Structural basis for inhibition of the replication licensing factor Cdt1 by geminin

To maintain chromosome stability in eukaryotic cells, replication origins must be licensed by loading mini-chromosome maintenance (MCM2–7) complexes once and only once per cell cycle 1 , 2 , 3 , 4 , 5 , 6 , 7 , 8 , 9 . This licensing control is achieved through the activities of geminin 10 , 11 , 12 and cyclin-dependent kinases 9 , 13 , 14 . Geminin binds tightly to Cdt1, an essential component of the replication licensing system 6 , 15 , 16 , 17 , 18 , and prevents the inappropriate reinitiation of replication on an already fired origin. The inhibitory effect of geminin is thought to prevent the interaction between Cdt1 and the MCM helicase 19 , 20 . Here we describe the crystal structure of the mouse geminin–Cdt1 complex using tGeminin (residues 79–157, truncated geminin) and tCdt1 (residues 172–368, truncated Cdt1).
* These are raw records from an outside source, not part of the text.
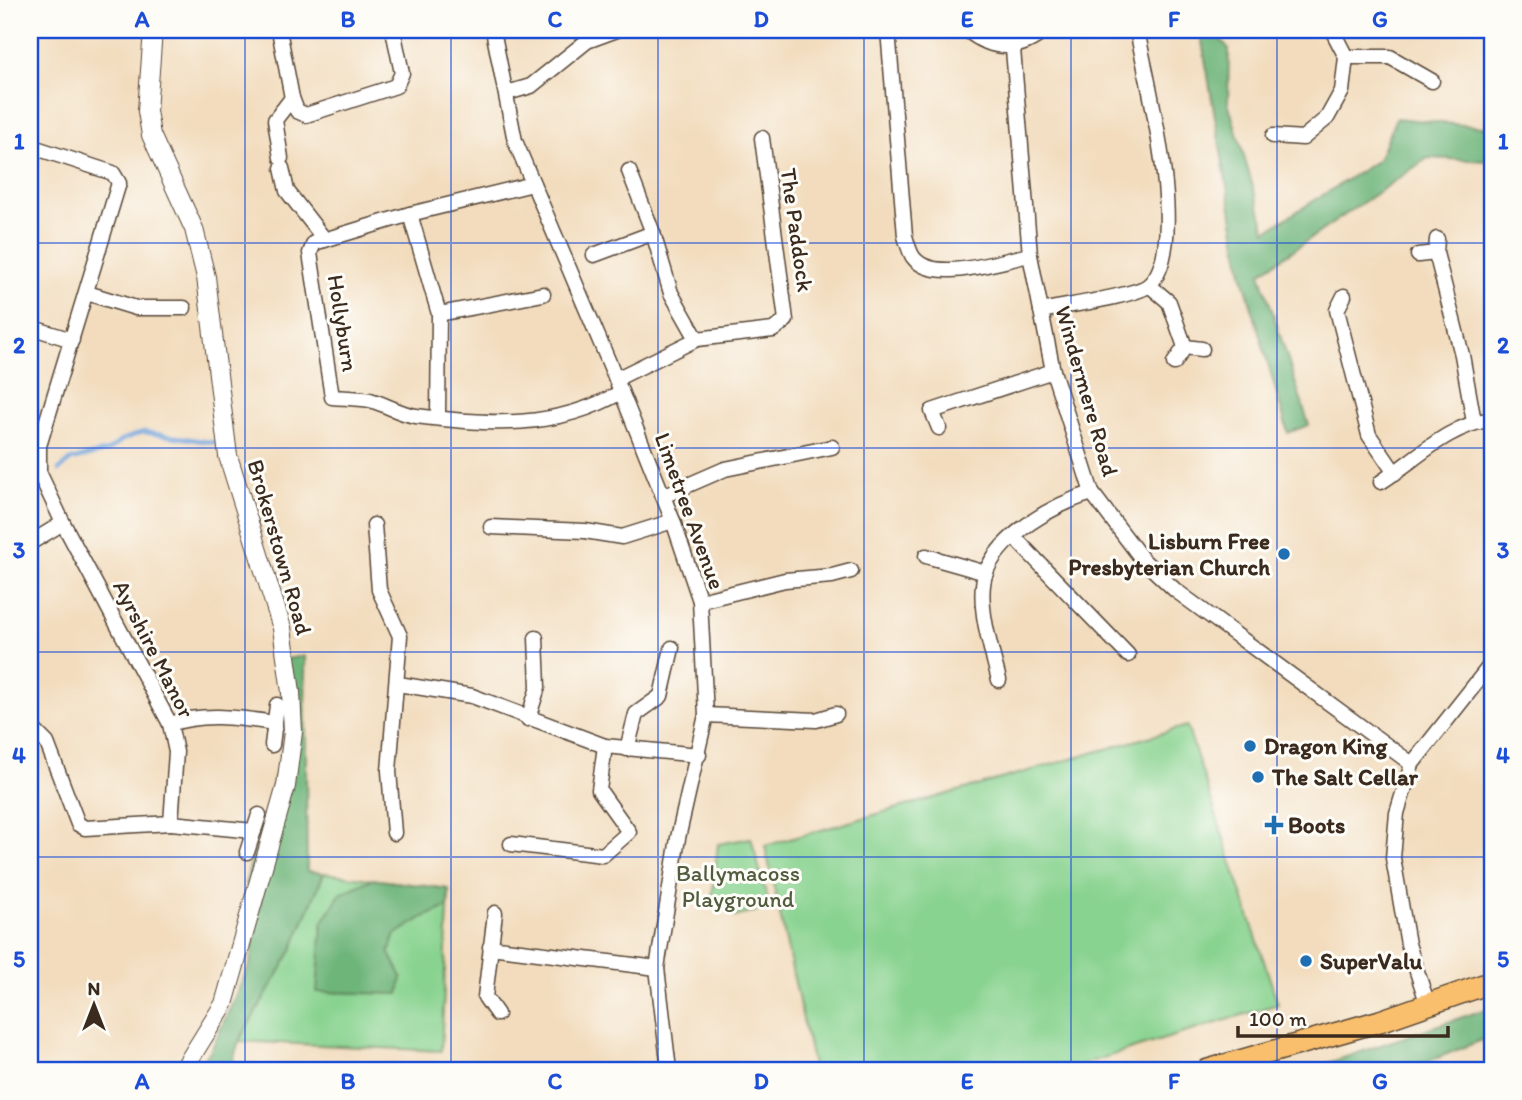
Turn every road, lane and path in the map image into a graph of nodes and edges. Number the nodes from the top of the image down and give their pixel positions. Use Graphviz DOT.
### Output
graph roads {
  1 [pos="153,30"];
  2 [pos="279,30"];
  3 [pos="393,30"];
  4 [pos="493,30"];
  5 [pos="617,30"];
  6 [pos="888,30"];
  7 [pos="967,30"];
  8 [pos="1045,30"];
  9 [pos="1137,30"];
  10 [pos="1332,30"];
  11 [pos="1013,48"];
  12 [pos="1346,57"];
  13 [pos="1432,81"];
  14 [pos="507,93"];
  15 [pos="292,98"];
  16 [pos="1273,136"];
  17 [pos="762,138"];
  18 [pos="30,146"];
  19 [pos="629,171"];
  20 [pos="533,184"];
  21 [pos="410,214"];
  22 [pos="653,233"];
  23 [pos="325,240"];
  24 [pos="594,255"];
  25 [pos="1030,255"];
  26 [pos="1418,255"];
  27 [pos="1149,285"];
  28 [pos="87,293"];
  29 [pos="543,294"];
  30 [pos="1344,296"];
  31 [pos="184,308"];
  32 [pos="1041,311"];
  33 [pos="439,314"];
  34 [pos="30,327"];
  35 [pos="697,339"];
  36 [pos="72,340"];
  37 [pos="1185,348"];
  38 [pos="1202,349"];
  39 [pos="1174,363"];
  40 [pos="1053,371"];
  41 [pos="619,386"];
  42 [pos="438,416"];
  43 [pos="1492,419"];
  44 [pos="1474,422"];
  45 [pos="939,428"];
  46 [pos="832,447"];
  47 [pos="1395,473"];
  48 [pos="34,474"];
  49 [pos="1381,482"];
  50 [pos="1092,493"];
  51 [pos="663,496"];
  52 [pos="673,521"];
  53 [pos="63,523"];
  54 [pos="374,525"];
  55 [pos="491,527"];
  56 [pos="1013,536"];
  57 [pos="30,543"];
  58 [pos="926,556"];
  59 [pos="851,571"];
  60 [pos="986,573"];
  61 [pos="700,601"];
  62 [pos="536,638"];
  63 [pos="672,648"];
  64 [pos="1128,655"];
  65 [pos="1492,663"];
  66 [pos="999,680"];
  67 [pos="1488,681"];
  68 [pos="398,684"];
  69 [pos="277,705"];
  70 [pos="836,714"];
  71 [pos="706,715"];
  72 [pos="528,719"];
  73 [pos="275,723"];
  74 [pos="170,724"];
  75 [pos="30,726"];
  76 [pos="272,745"];
  77 [pos="605,746"];
  78 [pos="627,749"];
  79 [pos="699,755"];
  80 [pos="1412,764"];
  81 [pos="259,815"];
  82 [pos="171,823"];
  83 [pos="254,831"];
  84 [pos="394,833"];
  85 [pos="511,844"];
  86 [pos="247,852"];
  87 [pos="495,913"];
  88 [pos="490,947"];
  89 [pos="657,968"];
  90 [pos="1492,982"];
  91 [pos="1428,1005"];
  92 [pos="497,1014"];
  93 [pos="176,1069"];
  94 [pos="153,1070"];
  95 [pos="669,1070"];
  96 [pos="1208,1070"];
  1 -- 93 [label="street, Brokerstown Road"];
  2 -- 15 [label="street"];
  3 -- 15 [label="street"];
  4 -- 14 [label="street, Limetree Avenue"];
  5 -- 14 [label="street"];
  6 -- 25 [label="street"];
  7 -- 11 [label="street"];
  8 -- 11 [label="street"];
  9 -- 27 [label="street"];
  10 -- 12 [label="street"];
  11 -- 25 [label="street, Windermere Road"];
  12 -- 13 [label="street"];
  12 -- 16 [label="street"];
  14 -- 20 [label="street, Limetree Avenue"];
  15 -- 23 [label="street"];
  17 -- 35 [label="street, The Paddock"];
  18 -- 28 [label="street"];
  19 -- 22 [label="street"];
  20 -- 21 [label="street"];
  20 -- 41 [label="street, Limetree Avenue"];
  21 -- 23 [label="street"];
  21 -- 33 [label="street"];
  22 -- 24 [label="street"];
  22 -- 35 [label="street"];
  23 -- 42 [label="street, Hollyburn"];
  25 -- 32 [label="street, Windermere Road"];
  26 -- 44 [label="street"];
  27 -- 32 [label="street"];
  27 -- 37 [label="street"];
  28 -- 31 [label="street"];
  28 -- 36 [label="street"];
  29 -- 33 [label="street"];
  30 -- 47 [label="street"];
  32 -- 40 [label="street, Windermere Road"];
  33 -- 42 [label="street"];
  34 -- 36 [label="street"];
  35 -- 41 [label="street, The Paddock"];
  36 -- 48 [label="street"];
  37 -- 38 [label="street"];
  37 -- 39 [label="street"];
  40 -- 45 [label="street"];
  40 -- 50 [label="street, Windermere Road"];
  41 -- 42 [label="street, Hollyburn"];
  41 -- 51 [label="street, Limetree Avenue"];
  43 -- 44 [label="street"];
  44 -- 47 [label="street"];
  46 -- 51 [label="street"];
  47 -- 49 [label="street"];
  48 -- 53 [label="street, Ayrshire Manor"];
  50 -- 56 [label="street"];
  50 -- 80 [label="street, Windermere Road"];
  51 -- 52 [label="street, Limetree Avenue"];
  52 -- 55 [label="street"];
  52 -- 61 [label="street, Limetree Avenue"];
  53 -- 57 [label="street"];
  53 -- 74 [label="street, Ayrshire Manor"];
  54 -- 68 [label="street"];
  56 -- 60 [label="street"];
  56 -- 64 [label="street"];
  58 -- 60 [label="street"];
  59 -- 61 [label="street"];
  60 -- 66 [label="street"];
  61 -- 71 [label="street, Limetree Avenue"];
  62 -- 72 [label="street"];
  63 -- 78 [label="street"];
  65 -- 67 [label="street"];
  67 -- 80 [label="street"];
  68 -- 72 [label="street"];
  68 -- 84 [label="street"];
  69 -- 73 [label="street"];
  70 -- 71 [label="street"];
  71 -- 79 [label="street, Limetree Avenue"];
  72 -- 77 [label="street"];
  73 -- 74 [label="street"];
  73 -- 76 [label="street"];
  74 -- 82 [label="street, Ayrshire Manor"];
  75 -- 82 [label="street"];
  77 -- 78 [label="street"];
  77 -- 85 [label="street"];
  78 -- 79 [label="street"];
  79 -- 89 [label="street, Limetree Avenue"];
  80 -- 91 [label="street"];
  81 -- 83 [label="street"];
  82 -- 83 [label="street"];
  83 -- 86 [label="street"];
  87 -- 88 [label="street"];
  88 -- 89 [label="street"];
  88 -- 92 [label="street"];
  89 -- 95 [label="street, Limetree Avenue"];
  90 -- 91 [label="main road"];
  91 -- 96 [label="main road"];
  93 -- 94 [label="street"];
}
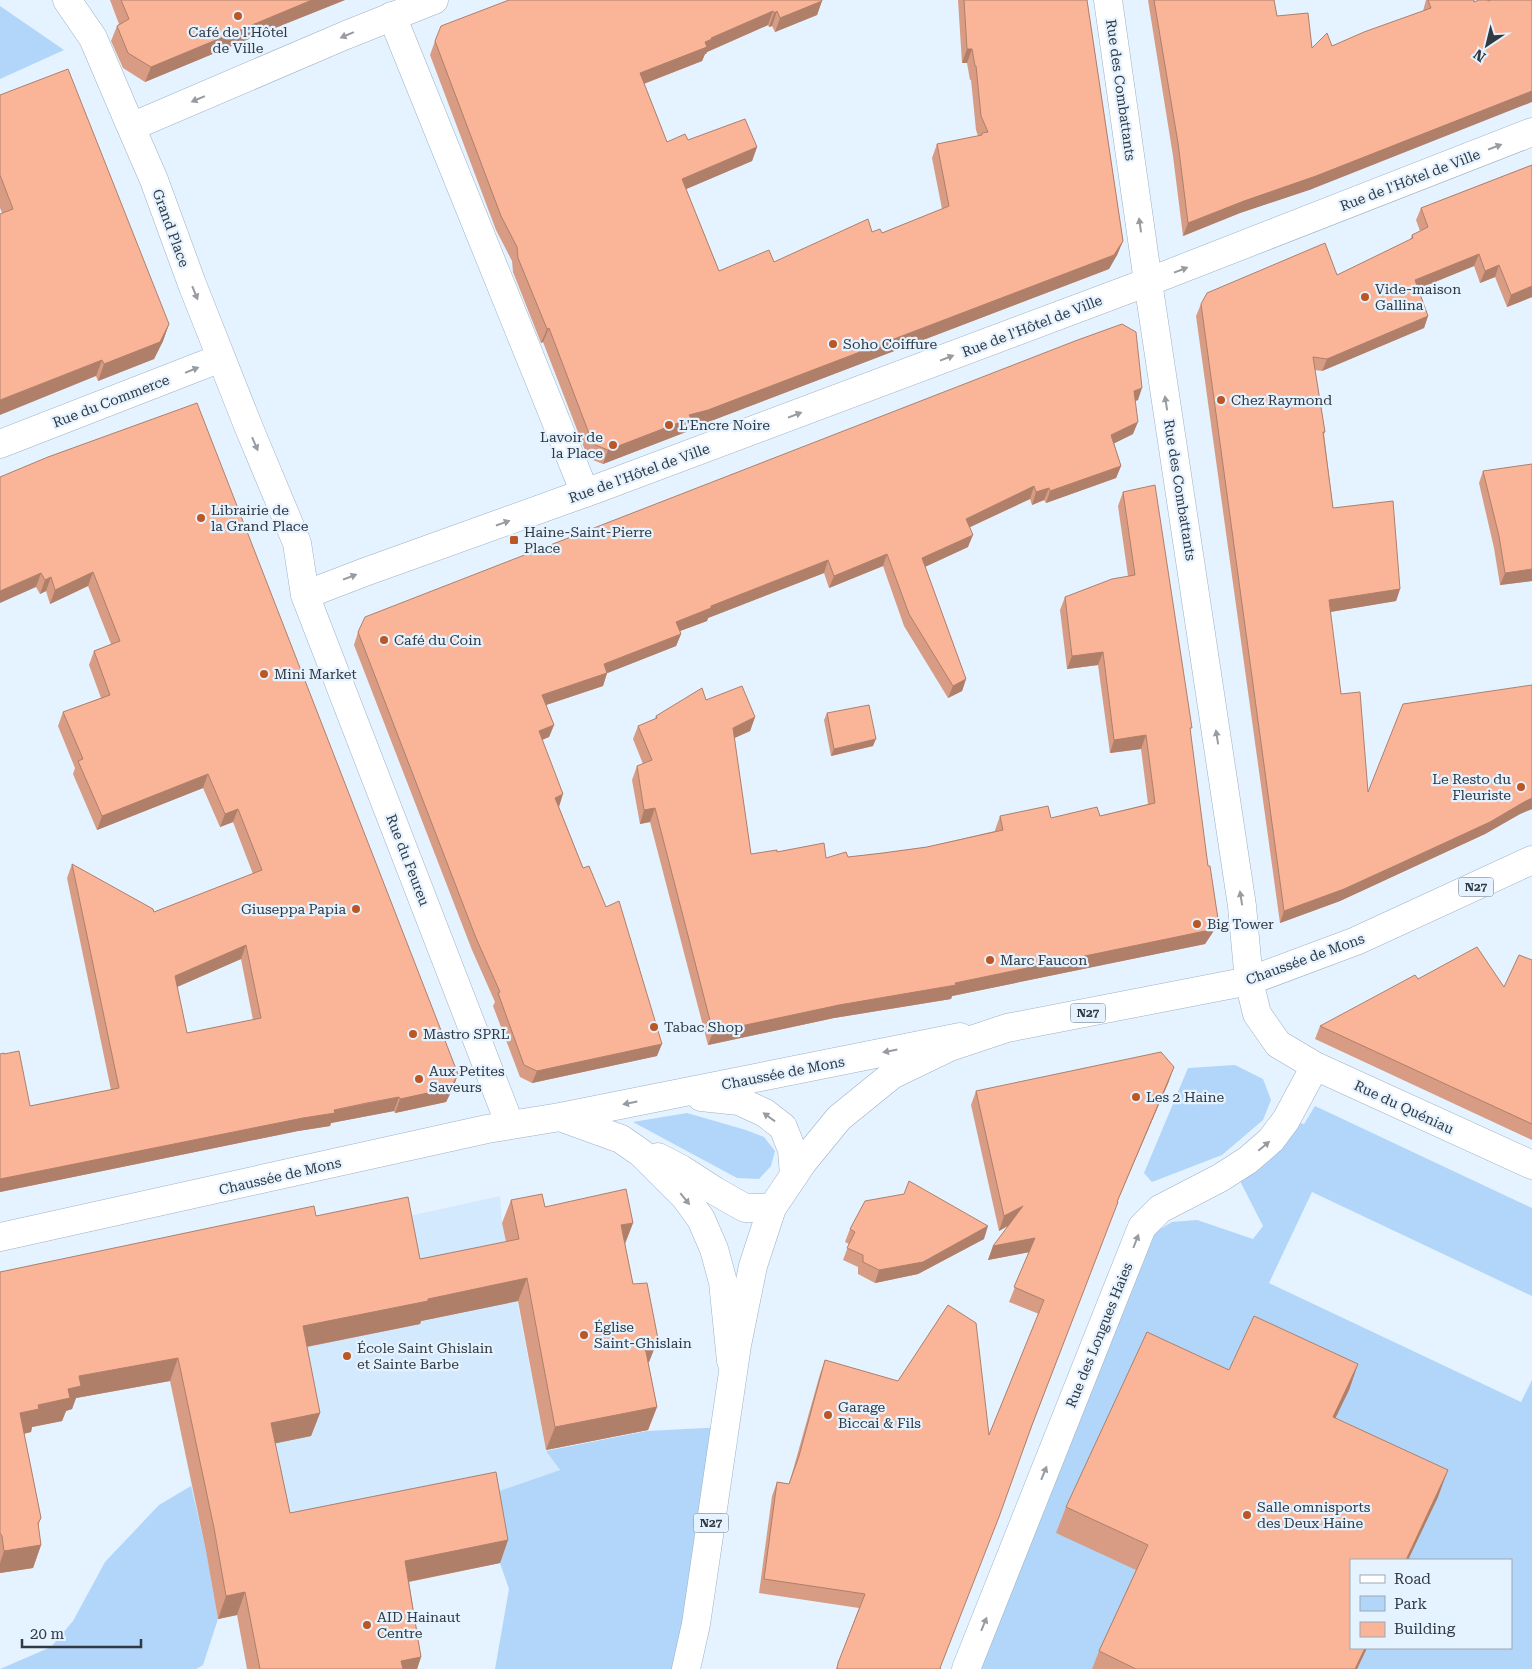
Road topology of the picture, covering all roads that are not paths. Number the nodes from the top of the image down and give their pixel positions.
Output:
1 (67, 0) edge
2 (434, 0) edge
3 (1108, 0) edge
4 (392, 16) junction
5 (131, 127) junction
6 (1532, 132) edge
7 (1148, 282) junction
8 (221, 358) junction
9 (0, 444) edge
10 (585, 493) junction
11 (305, 595) junction
12 (1532, 860) edge
13 (1249, 981) junction
14 (1006, 1028) junction
15 (1278, 1044) joint
16 (1315, 1066) junction
17 (678, 1094) junction
18 (560, 1117) junction
19 (510, 1125) junction
20 (621, 1139) junction
21 (1532, 1165) edge
22 (794, 1175) junction
23 (772, 1208) junction
24 (0, 1237) edge
25 (732, 1377) junction
26 (686, 1669) edge
27 (966, 1669) edge

1 - 5 street, Grand Place
2 - 4 street
7 -> 3 street, Rue des Combattants
4 -> 5 street
4 - 10 street
5 -> 8 street, Grand Place
7 -> 6 street, Rue de l'Hôtel de Ville
10 -> 7 street, Rue de l'Hôtel de Ville
13 -> 7 street, Rue des Combattants
9 -> 8 street, Rue du Commerce
8 -> 11 street, Grand Place
11 -> 10 street, Rue de l'Hôtel de Ville
11 - 19 street, Rue du Feureu
12 - 13 street, Chaussée de Mons / N27
13 - 14 street, Chaussée de Mons / N27
13 - 15 street, Rue des Combattants
14 -> 17 street, Chaussée de Mons
14 - 22 street, Chaussée de Mons / N27
15 - 16 street, Rue du Quéniau
16 - 21 street, Rue du Quéniau
27 -> 16 street, Rue des Longues Haies
17 -> 18 street, Chaussée de Mons
22 -> 17 street
18 - 19 street, Chaussée de Mons
18 - 20 street, Chaussée de Mons
19 - 24 street, Chaussée de Mons
20 - 23 street, Chaussée de Mons
20 -> 25 street, Chaussée de Mons
22 - 23 street, Chaussée de Mons / N27
23 - 25 street, Chaussée de Mons / N27
25 - 26 street, Chaussée de Mons / N27

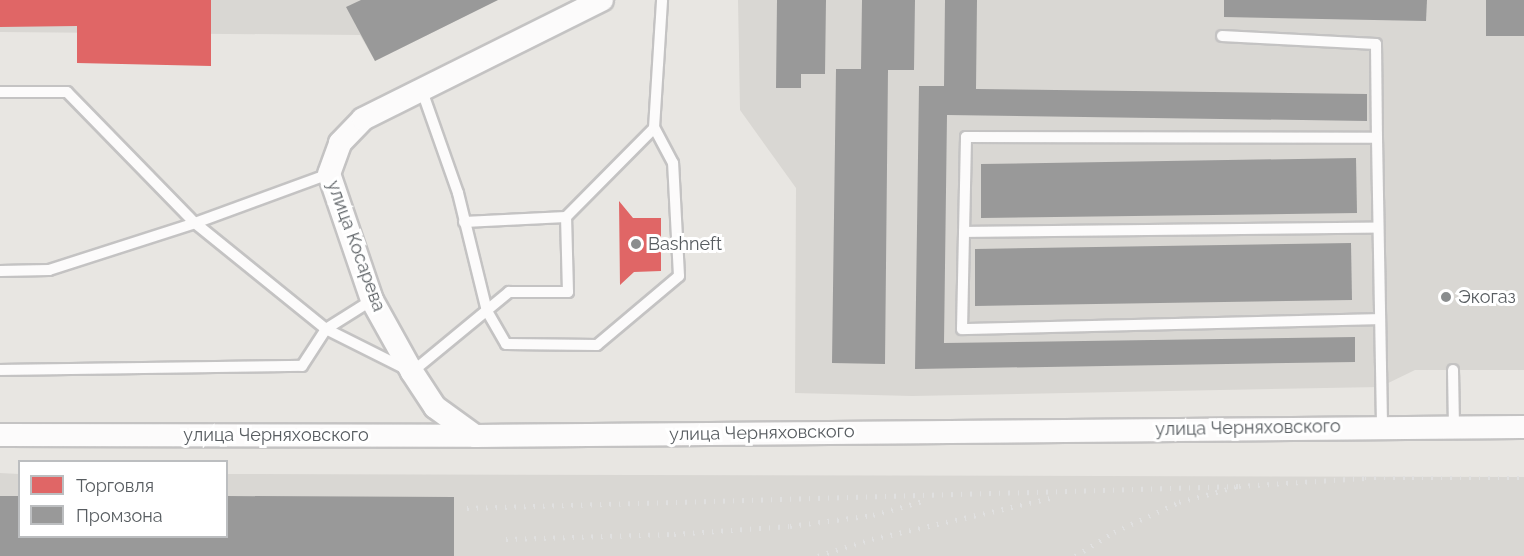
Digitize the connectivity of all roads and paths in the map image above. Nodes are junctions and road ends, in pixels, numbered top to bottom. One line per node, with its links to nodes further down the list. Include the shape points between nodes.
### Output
1 (602, 0): 4 (street, улица Косарева)
2 (662, 0): 6 (lane)
3 (1222, 36): 7 (lane, via 1376,44)
4 (420, 88): 8 (street, улица Косарева, via 363,119 340,143); 10 (lane, via 458,193)
5 (0, 92): 11 (lane, via 66,92)
6 (654, 128): 9 (lane); 16 (lane, via 673,163 679,276 597,345 507,344)
7 (1377, 138): 12 (lane); 13 (lane, via 966,137)
8 (329, 174): 11 (lane); 15 (street, улица Косарева)
9 (566, 217): 10 (lane); 16 (lane, via 568,292 509,292)
10 (464, 222): 16 (lane)
11 (195, 223): 14 (lane, via 49,270); 18 (lane)
12 (1378, 228): 13 (lane); 17 (lane)
13 (964, 232): 17 (lane, via 962,329)
14 (0, 271)
15 (372, 300): 18 (lane); 21 (street, улица Косарева)
16 (487, 311): 21 (lane)
17 (1378, 319): 22 (lane)
18 (326, 329): 19 (lane, via 302,366); 21 (lane)
19 (0, 370)
20 (1453, 370): 23 (lane)
21 (412, 372): 26 (street, улица Косарева, via 435,407)
22 (1382, 427): 23 (street, улица Черняховского); 26 (street, улица Черняховского)
23 (1454, 427): 24 (street, улица Черняховского)
24 (1524, 427)
25 (0, 435): 26 (street, улица Черняховского)
26 (475, 435)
The amino-terminal region of a coiled-coil dimer of tGeminin interacts with both N-terminal and carboxy-terminal parts of tCdt1. The primary interface relies on the steric complementarity between the tGeminin dimer and the hydrophobic face of the two short N-terminal helices of tCdt1 and, in particular, Pro 181, Ala 182, Tyr 183, Phe 186 and Leu 189. The crystal structure, in conjunction with our biochemical data, indicates that the N-terminal region of tGeminin might be required to anchor tCdt1, and the C-terminal region of tGeminin prevents access of the MCM complex to tCdt1 through steric hindrance.